What the exercise asks:
Search the data for "ODILON". Return each matching line.

Source material:

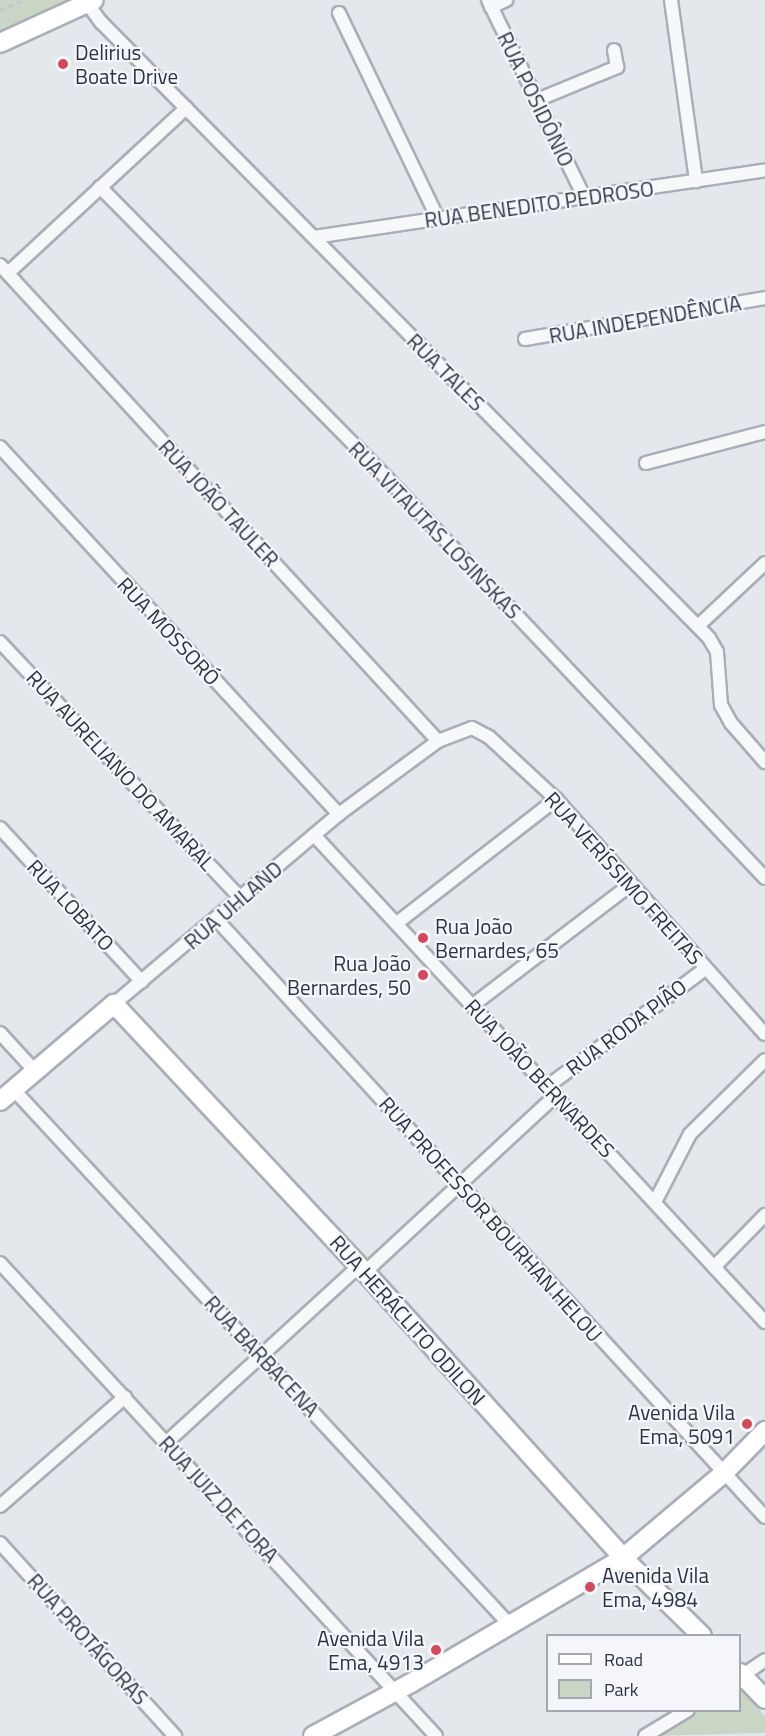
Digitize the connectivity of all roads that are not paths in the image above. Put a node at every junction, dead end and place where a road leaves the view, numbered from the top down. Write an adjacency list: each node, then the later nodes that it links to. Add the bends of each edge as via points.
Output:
1 (506, 0): 4 (street)
2 (672, 0): 11 (street)
3 (90, 1): 6 (street); 9 (street, RUA TALES)
4 (490, 4): 8 (street, RUA POSIDÔNIO)
5 (339, 13): 14 (street)
6 (0, 43)
7 (614, 50): 8 (street, via 617,67)
8 (537, 100): 13 (street, RUA POSIDÔNIO)
9 (186, 108): 12 (street); 15 (street, RUA TALES)
10 (765, 170): 11 (street, RUA BENEDITO PEDROSO)
11 (696, 181): 13 (street, RUA BENEDITO PEDROSO)
12 (100, 187): 16 (street); 32 (street, RUA VITAUTAS LOSINSKAS, via 388,479)
13 (584, 197): 14 (street, RUA BENEDITO PEDROSO)
14 (438, 219): 15 (street, RUA BENEDITO PEDROSO)
15 (314, 237): 23 (street, RUA TALES)
16 (4, 269): 26 (street, RUA JOÃO TAULER)
17 (765, 298): 18 (street, RUA INDEPENDÊNCIA)
18 (525, 339)
19 (765, 432): 21 (street)
20 (0, 447): 29 (street, RUA MOSSORÓ)
21 (646, 464)
22 (765, 563): 23 (street)
23 (698, 627): 27 (street, RUA TALES, via 717,652 721,705 731,723)
24 (0, 642): 34 (street, RUA AURELIANO DO AMARAL)
25 (478, 729): 26 (street, RUA UHLAND, via 467,729); 28 (street, RUA VERÍSSIMO FREITAS)
26 (438, 741): 29 (street, RUA UHLAND)
27 (765, 762)
28 (556, 799): 33 (street, RUA VERÍSSIMO FREITAS); 36 (street)
29 (339, 814): 31 (street, RUA UHLAND)
30 (0, 828): 38 (street, RUA LOBATO)
31 (314, 835): 34 (street, RUA UHLAND); 36 (street, RUA JOÃO BERNARDES)
32 (765, 878)
33 (632, 884): 37 (street, RUA VERÍSSIMO FREITAS); 40 (street)
34 (241, 899): 35 (street, RUA UHLAND)
35 (218, 920): 38 (street, RUA UHLAND); 47 (street, RUA PROFESSOR BOURHAN HELOU)
36 (397, 923): 40 (street, RUA JOÃO BERNARDES)
37 (705, 969): 42 (street, RUA VERÍSSIMO FREITAS); 45 (street, RUA RODA PIÃO)
38 (142, 982): 39 (street, RUA UHLAND)
39 (114, 1004): 44 (street, RUA UHLAND); 52 (street, RUA HERÁCLITO ODILON)
40 (473, 1005): 45 (street, RUA JOÃO BERNARDES)
41 (0, 1033): 44 (street)
42 (765, 1034)
43 (765, 1060): 48 (street, via 690,1134)
44 (35, 1071): 46 (street, RUA UHLAND)
45 (552, 1090): 47 (street, RUA RODA PIÃO); 48 (street, RUA JOÃO BERNARDES)
46 (7, 1096): 54 (street, RUA BARBACENA)
47 (459, 1185): 52 (street, RUA RODA PIÃO); 58 (street, RUA PROFESSOR BOURHAN HELOU)
48 (655, 1202): 51 (street, RUA JOÃO BERNARDES)
49 (765, 1215): 51 (street)
50 (0, 1263): 55 (street, RUA JUIZ DE FORA)
51 (714, 1267): 53 (street, RUA JOÃO BERNARDES)
52 (362, 1269): 54 (street, RUA RODA PIÃO); 62 (street, RUA HERÁCLITO ODILON)
53 (765, 1322)
54 (262, 1355): 57 (street, RUA RODA PIÃO); 63 (street, RUA BARBACENA)
55 (126, 1397): 57 (street, RUA JUIZ DE FORA); 59 (street)
56 (765, 1431): 58 (street)
57 (166, 1442): 68 (street, RUA JUIZ DE FORA)
58 (724, 1473): 60 (street, RUA PROFESSOR BOURHAN HELOU); 62 (street)
59 (0, 1506)
60 (765, 1517)
61 (0, 1543): 71 (street, RUA PROTÁGORAS)
62 (623, 1558): 63 (street); 64 (street, RUA HERÁCLITO ODILON)
63 (508, 1624): 68 (street)
64 (701, 1634)
65 (765, 1660): 66 (street)
66 (741, 1674)
67 (741, 1676): 69 (street)
68 (396, 1692): 72 (street); 73 (street, RUA JUIZ DE FORA)
69 (765, 1699)
70 (685, 1712): 74 (street)
71 (175, 1736)
72 (313, 1736)
73 (436, 1736)
74 (645, 1736)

Answer box:
39 (114, 1004): 44 (street, RUA UHLAND); 52 (street, RUA HERÁCLITO ODILON)
52 (362, 1269): 54 (street, RUA RODA PIÃO); 62 (street, RUA HERÁCLITO ODILON)
62 (623, 1558): 63 (street); 64 (street, RUA HERÁCLITO ODILON)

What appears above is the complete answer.